Navigating the Middle Ground

For the last few weeks, we’ve been bombarded with advice on how to make the best use of this period of lockdown. The internet is awash with potted wisdom on how to be more organized, distracted, or upgraded, while my inbox has personalized suggestions ranging from cleaning up the sock drawer to learning a new language or getting that old guitar down from the attic. Meanwhile, events unfold beyond our control in a way that adds to a sense of disempowerment and ennui.

Business Preparation Strategies 

Much the same is true for businesses. Countless articles offer pointers on planning for a post-Covid future or the best online training tools… In the equivalent of the suggestions to tidy our wardrobes, enterprises are urged to catch up on admin or, at the other extreme, prepare strategies to win market share at the expense of their less diligent competitors. For all that the counsel may be well-meaning, it generally misses the mark.

Businesses Always Have Long To-Do Lists

The reason for this will be obvious to anyone who juggles the daily demands of business or, for that matter, family life. While nobody suggests it’s not a virtue to clear our emails or catch up on personal development, the reality is that most organizations get by perfectly well with a long to-do list. And as for developing radical new strategies, it’s a brave, arguably foolhardy enterprise that places any serious bets on a future that’s beyond its knowing.As human beings, we experience the world and perform at our best when navigating the middle ground. You may like me captivated by those popular science documentaries on astronomy or quantum physics, but for all of us, the extremes of time and space are still impossible to fully comprehend. What’s more, even if we could, the knowledge would make little difference to our everyday lives that we are hurtling through space at a million miles an hour won’t save you from a speeding fine, and if you jump that red light, good luck in arguing that color is only a matter of perception!

Daily Navigating Business Decisions

Something similar is equally true of commerce. The day-to-day reality is that success comes less from having perfectly granular policies or all-embracing strategies than it does from the thousands of judgments that are the warp and weft of our trading relationships. It’s this daily grind and the grit in the oyster that comes with it that we understand best; it’s actually what motivates us, what enables us to feel empowered, and what most allows us to shine.

Practical Reasoning

Our need, then, in exiting this crisis, will overwhelmingly be for pragmatism rather than principle, and certainly not dogma. This doesn’t mean we should abandon all structures or strategic vision, but it does suggest we should focus our minds on the underlying purpose of the choices we will need to make. In this sense, the return to a new normal will require a commercial equivalent of the “practical reasoning” that’s advocated by thinkers such as Peter Singer or the late Mary Midgely. Malcolm Gladwell’s recent podcasts on the pliability of Jesuit thinking and its resolution of issues in the context of the world as we actually live it are instructive guides, too.

Keep Partnerships Strong

In re-establishing our trading partnerships, the call to exercise discretion will be greater than ever; cash flow, refunds, sales targets, or staff bonuses, pragmatic solutions, and reciprocal understanding will be the currency of success. Black Swan events term coined by Nassim Nicholas Taleb for major, unforeseen situations we are unprepared for inevitably leave us with a world that’s changed beyond previous experience. But this pandemic is not an extinction event, and it is only by working through the aftershock-instance by instance, customer by customer-that we will find and shape the opportunities that determine our future.

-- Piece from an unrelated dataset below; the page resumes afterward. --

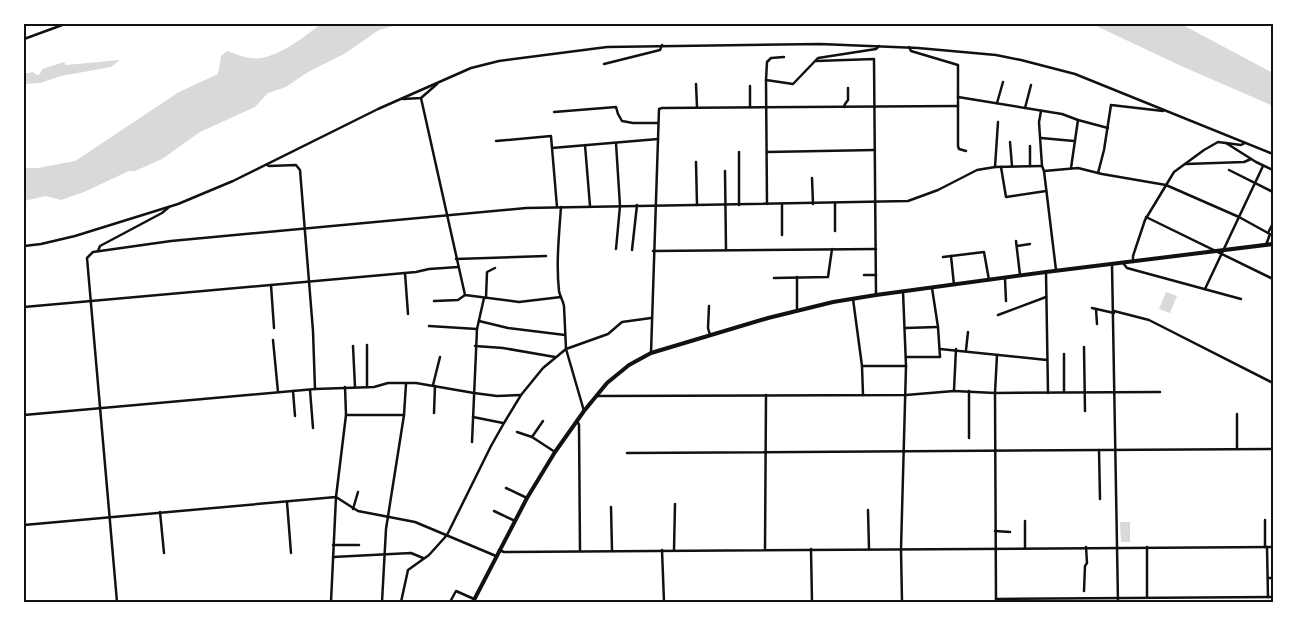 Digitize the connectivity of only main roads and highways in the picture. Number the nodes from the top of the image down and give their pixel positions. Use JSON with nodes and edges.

The reason the current lockdown is so difficult for many of us and for our organizations to bear is that despite all the well-meaning advice, no matter how tidy our socks or how ambitious our vision is, only when this quarantine is lifted can we be truly productive again. The people and the enterprises that succeed will not be those with empty inboxes or even the best-laid plans–they will be those who make the smartest calls in the mucky middle ground of decision-making that is the stuff of business as we know it.